France is no stranger to disgruntled workers rising up in anger but employers' protests are unusual, and Monday's demonstrations underlined a general feeling of stagnation or decline in the eurozone's second-biggest economy.
Organisers said 6,000 protested in Paris, 2,000 in the southwestern city of Toulouse and several hundred in Marseille in the south, blowing whistles, many wearing yellow helmets and jackets, some chained to each other in symbolic frustration.
Police however put the number at 2,200 in the French capital where protesters headed to the finance ministry, a huge, imposing building barricaded behind several rows of riot police, shouting "Free our businesses" and other slogans.
In Toulouse, protesters held banners that read "Taxes, levies, charges: enough is enough" or "Six local firms die every hour".
"Businesses are in danger of death," said Gerard Ramond, head of the regional branch of the CGPME that represents the bosses of small and medium-sized enterprises.
"This year, 70,000 businesses went bankrupt. That's 110,000 jobs gone.
"We are not demanding money but we are asking for less regulation and payroll taxes, as well as more flexibility in employment," he said.
France is struggling to lift itself out of a years-long rut of feeble growth and increasing unemployment, while fending off persistent EU demands to reduce its budget deficit.
In October, unemployment in the country hit a new record, with official statistics showing 3.46 million people claiming jobless benefits, up 0.8 percent compared with September and 5.5 percent in comparison with the previous year.
Part of France's chronically high unemployment is blamed on red tape and onerous taxes that businesses say prevent them from taking on as many employees as they would like.
- 'Asphyxiated by taxes' -
Pierre Gattaz, the influential head of France's Medef employers' union which did not take part in the protests, estimated Monday that businesses will have been hit by a 42-billion-euro ($52-billion) tax rise between 2010 and 2015.

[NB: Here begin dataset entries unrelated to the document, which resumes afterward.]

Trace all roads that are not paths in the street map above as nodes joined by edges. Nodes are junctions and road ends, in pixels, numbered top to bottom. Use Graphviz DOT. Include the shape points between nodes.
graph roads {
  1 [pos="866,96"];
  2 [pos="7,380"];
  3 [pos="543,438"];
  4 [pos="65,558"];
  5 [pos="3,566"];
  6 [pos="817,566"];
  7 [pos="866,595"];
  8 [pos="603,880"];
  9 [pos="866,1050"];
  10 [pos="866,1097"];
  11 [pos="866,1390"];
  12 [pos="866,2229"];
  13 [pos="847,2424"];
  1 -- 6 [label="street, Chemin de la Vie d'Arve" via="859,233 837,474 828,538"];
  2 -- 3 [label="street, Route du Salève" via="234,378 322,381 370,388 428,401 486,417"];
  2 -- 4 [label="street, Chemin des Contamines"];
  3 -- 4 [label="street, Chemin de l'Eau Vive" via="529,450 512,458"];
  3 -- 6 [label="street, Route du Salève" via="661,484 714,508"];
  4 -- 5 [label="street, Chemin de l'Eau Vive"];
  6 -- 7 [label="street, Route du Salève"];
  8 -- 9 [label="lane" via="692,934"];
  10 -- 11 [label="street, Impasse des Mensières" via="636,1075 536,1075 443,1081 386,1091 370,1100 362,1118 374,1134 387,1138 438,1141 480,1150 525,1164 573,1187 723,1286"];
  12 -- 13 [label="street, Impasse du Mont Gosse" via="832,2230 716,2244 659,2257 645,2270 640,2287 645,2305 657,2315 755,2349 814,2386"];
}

"We are being asphyxiated by these taxes," he said.
Protesters were also complaining about a new measure due to begin next year giving employees who work in difficult conditions such as night shifts the option to accumulate points and eventually train for another job, work fewer hours for the same salary or retire early.
But critics of the protests pointed to a 40-billion-euro cut in payroll taxes promised to businesses by the government of President Francois Hollande over the next three years in return for a pledge to hire new recruits.
"This looks like a punitive strike to obtain even more," the CFE-CGC union said in a statement.
Eric Brule, the head of a regional federation representing small construction firms, said his members were merely asking for "simplification" of government rules in the sector -- a demand that French leaders have promised to address.